Brigitte Bierlein ist Österreichs erste Kanzlerin
Eine Frau für die Krise

Zum ersten Mal steht in Österreich eine Frau an der Regierungsspitze. Die Richterin Brigitte Bierlein ist nicht nur kompetent, sondern auch hartnäckig, wie sie bei einem Raubüberfall bewies.
Publiziert: 30.05.2019 um 23:37 Uhr
|
Aktualisiert: 31.05.2019 um 07:44 Uhr
1/8
Die erste Kanzlerin wird nicht lange bleiben: Brigitte Bierlein bleibt nur bis September im Amt.
Foto: AFP
Guido Felder

Nach 29 Männern steht erstmals eine Frau an der Regierungsspitze der Republik Österreich. Bundespräsident Alexander Van der Bellen (75) hat am Donnerstag Brigitte Bierlein (69) zur Übergangskanzlerin bestimmt, welche die Regierung bis zu den Neuwahlen im September führen und die erhitzten Gemüter beruhigen soll. Für das neue Amt wird Bierlein ihren Job als Präsidentin des Verfassungsgerichtshofs an den Nagel hängen.

Als Erstes wird Bierlein aus Spitzenbeamten eine Übergangsregierung zusammenstellen, die sie in den nächsten Tagen vorstellen will. Es sind bereits zwei Namen bekannt: Der Ex-Präsident des Verwaltungsgerichtshofs, Clemens Jabloner (70), wird Vizekanzler und Justizminister, der in Bern geborene Botschafter-Sohn Alexander Schallenberg (50), der die EU-Sektion im Kanzleramt leitet, wird Aussen- und Europaminister. Grosses wird die Übergangsregierung nicht anreissen können, sie muss sich vor allem aufs Verwalten der Staatsgeschäfte konzentrieren.

Pionierin am Gericht

Bierlein ist eine echte Pionierin, die Männerbastionen erobert: 1990 wurde sie als erste Frau Generalanwältin beim Obersten Gerichtshof, 2018 erste Präsidentin des Verfassungsgerichtshofs, nun steigt sie als erste Frau zur Regierungschefin auf. Van der Bellen lobt sie: «Ich habe sie als umsichtige, weitsichtige und äusserst kompetente Person schätzen gelernt.» Obwohl Bierlein als rechtskonservativ gilt, findet sie als Frau auch bei der SPÖ Rückhalt.

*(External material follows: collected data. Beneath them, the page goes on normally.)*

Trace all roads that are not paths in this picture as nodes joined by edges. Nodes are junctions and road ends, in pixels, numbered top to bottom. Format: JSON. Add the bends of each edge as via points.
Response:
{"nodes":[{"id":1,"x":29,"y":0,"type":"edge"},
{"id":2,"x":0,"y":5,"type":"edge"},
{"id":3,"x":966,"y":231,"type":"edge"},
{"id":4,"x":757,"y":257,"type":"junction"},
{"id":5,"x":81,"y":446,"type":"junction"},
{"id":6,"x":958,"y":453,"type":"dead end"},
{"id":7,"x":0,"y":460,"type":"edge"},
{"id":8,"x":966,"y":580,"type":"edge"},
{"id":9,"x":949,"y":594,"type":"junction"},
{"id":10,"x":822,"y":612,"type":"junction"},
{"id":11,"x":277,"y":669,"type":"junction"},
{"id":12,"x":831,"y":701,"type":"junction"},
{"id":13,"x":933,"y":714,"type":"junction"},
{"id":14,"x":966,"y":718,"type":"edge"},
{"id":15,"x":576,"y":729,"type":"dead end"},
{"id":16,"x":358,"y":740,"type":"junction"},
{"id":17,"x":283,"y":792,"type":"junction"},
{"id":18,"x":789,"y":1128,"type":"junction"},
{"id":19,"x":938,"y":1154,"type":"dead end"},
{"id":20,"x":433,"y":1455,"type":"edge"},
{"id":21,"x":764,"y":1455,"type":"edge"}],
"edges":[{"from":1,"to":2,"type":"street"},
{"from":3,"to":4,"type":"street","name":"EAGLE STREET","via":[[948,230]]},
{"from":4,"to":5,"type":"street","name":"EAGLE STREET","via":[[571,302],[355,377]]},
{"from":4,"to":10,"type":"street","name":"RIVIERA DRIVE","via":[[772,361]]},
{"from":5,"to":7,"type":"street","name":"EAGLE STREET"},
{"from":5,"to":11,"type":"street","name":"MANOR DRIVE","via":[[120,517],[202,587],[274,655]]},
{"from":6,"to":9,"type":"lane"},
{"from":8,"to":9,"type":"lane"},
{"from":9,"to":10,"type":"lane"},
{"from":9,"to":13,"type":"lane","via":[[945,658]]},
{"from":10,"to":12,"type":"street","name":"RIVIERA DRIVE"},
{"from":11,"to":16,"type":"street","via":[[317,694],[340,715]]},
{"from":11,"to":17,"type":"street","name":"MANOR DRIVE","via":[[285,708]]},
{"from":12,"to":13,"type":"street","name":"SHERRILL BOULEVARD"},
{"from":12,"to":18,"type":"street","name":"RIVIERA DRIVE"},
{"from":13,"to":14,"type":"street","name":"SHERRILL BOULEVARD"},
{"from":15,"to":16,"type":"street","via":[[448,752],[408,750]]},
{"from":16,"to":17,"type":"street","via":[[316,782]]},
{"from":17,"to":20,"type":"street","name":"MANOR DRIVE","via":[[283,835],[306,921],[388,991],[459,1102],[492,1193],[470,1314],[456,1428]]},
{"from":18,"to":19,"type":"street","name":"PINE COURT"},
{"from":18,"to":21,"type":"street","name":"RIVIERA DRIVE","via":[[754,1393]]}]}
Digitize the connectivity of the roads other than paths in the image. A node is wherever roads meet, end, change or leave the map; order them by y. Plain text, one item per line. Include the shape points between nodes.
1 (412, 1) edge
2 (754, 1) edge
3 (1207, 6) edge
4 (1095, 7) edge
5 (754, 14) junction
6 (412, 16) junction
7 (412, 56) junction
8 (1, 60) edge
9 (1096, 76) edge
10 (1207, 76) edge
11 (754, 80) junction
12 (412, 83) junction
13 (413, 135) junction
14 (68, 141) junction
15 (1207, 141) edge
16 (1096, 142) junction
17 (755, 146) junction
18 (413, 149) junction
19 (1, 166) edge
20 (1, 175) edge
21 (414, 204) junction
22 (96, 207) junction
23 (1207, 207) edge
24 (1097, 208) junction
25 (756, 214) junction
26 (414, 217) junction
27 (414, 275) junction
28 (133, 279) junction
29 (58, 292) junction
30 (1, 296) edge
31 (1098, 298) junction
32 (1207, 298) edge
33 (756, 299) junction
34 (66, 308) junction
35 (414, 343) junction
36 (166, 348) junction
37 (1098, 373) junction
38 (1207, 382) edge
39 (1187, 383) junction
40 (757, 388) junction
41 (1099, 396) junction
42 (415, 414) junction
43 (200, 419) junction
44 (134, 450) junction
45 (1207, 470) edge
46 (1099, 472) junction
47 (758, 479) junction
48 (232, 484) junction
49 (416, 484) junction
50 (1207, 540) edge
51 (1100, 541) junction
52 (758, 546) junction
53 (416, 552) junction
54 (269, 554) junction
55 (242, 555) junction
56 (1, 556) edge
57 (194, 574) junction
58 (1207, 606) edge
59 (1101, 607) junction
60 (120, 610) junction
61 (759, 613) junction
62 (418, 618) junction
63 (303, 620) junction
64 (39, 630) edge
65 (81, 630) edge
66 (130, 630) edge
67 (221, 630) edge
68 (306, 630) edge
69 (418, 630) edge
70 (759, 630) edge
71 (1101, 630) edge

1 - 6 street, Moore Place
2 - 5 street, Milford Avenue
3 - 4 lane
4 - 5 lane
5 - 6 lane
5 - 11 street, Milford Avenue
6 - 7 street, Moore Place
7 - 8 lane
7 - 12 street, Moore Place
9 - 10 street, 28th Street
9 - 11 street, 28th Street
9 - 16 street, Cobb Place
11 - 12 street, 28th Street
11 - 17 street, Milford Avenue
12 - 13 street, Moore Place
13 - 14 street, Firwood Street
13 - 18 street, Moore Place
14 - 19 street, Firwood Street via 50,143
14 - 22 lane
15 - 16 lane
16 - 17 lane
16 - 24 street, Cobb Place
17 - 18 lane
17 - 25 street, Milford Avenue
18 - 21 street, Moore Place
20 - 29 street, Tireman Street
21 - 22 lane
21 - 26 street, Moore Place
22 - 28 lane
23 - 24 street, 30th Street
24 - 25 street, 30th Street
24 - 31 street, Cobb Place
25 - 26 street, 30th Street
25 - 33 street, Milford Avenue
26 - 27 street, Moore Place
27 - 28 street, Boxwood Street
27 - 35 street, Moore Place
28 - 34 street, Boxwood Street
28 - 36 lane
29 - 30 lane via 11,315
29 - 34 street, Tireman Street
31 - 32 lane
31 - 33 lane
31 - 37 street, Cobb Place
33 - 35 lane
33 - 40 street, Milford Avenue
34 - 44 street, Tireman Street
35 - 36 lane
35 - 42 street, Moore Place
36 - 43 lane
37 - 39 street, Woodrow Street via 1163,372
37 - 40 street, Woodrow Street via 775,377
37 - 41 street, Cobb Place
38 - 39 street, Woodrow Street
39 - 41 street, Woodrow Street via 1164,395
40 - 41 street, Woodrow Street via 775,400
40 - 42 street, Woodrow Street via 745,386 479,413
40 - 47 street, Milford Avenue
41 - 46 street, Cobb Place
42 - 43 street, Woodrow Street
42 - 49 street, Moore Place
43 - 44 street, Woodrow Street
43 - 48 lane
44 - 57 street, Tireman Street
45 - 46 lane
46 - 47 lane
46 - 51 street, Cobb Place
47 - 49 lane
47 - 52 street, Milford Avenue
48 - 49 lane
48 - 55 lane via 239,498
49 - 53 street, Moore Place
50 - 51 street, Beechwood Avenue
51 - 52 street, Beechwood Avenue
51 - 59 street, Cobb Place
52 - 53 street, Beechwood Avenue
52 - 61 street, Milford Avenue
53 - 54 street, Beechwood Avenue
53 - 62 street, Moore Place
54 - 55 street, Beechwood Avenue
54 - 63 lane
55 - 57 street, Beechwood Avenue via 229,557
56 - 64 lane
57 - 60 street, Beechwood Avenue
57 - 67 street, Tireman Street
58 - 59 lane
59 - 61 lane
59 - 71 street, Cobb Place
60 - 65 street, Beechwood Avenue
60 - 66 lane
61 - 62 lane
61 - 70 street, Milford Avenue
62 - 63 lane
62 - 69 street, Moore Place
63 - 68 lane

Ihre Hartnäckigkeit bewies sie, als sie 2004 bei einem Raubüberfall in Wien ihre Handtasche verteidigte und Verletzungen in Kauf nahm, bis der Täter von ihr abliess. Damals sagte sie: «Ich wollte die Tasche behalten, weil doch die Kreditkarte darin war.»

Kam die Anfrage in Vaduz?

Die Anfrage zum Kanzleramt sei für sie überraschend gekommen, sagte sie am Donnerstag nach ihrer Vorstellung durch den Bundespräsidenten. Nach kurzer Bedenkzeit habe sie sich entschieden, dass sie das Amt zum Wohle des Landes antreten werde. Bierlein: «Ich werde alles in meiner Macht Stehende tun, um dem Vertrauen gerecht zu werden.» 

Bierlein, die sich in jungen Jahren zuerst für die Kunstakademie einschreiben wollte, weilte erst vor kurzem in Schweizer Nähe. Anfang dieser Woche besuchte sie mit einer Delegation des Verfassungsgerichtshofs das Fürstentum Liechtenstein, wo sie Erbprinz Alois (50) traf und über die Sicherung der Rechtsstaatlichkeit und Demokratie Gespräche führte. Vermutlich war sie da mit ihren Gedanken bereits bei der Frage, ob sie als Kanzlerin einspringen soll. 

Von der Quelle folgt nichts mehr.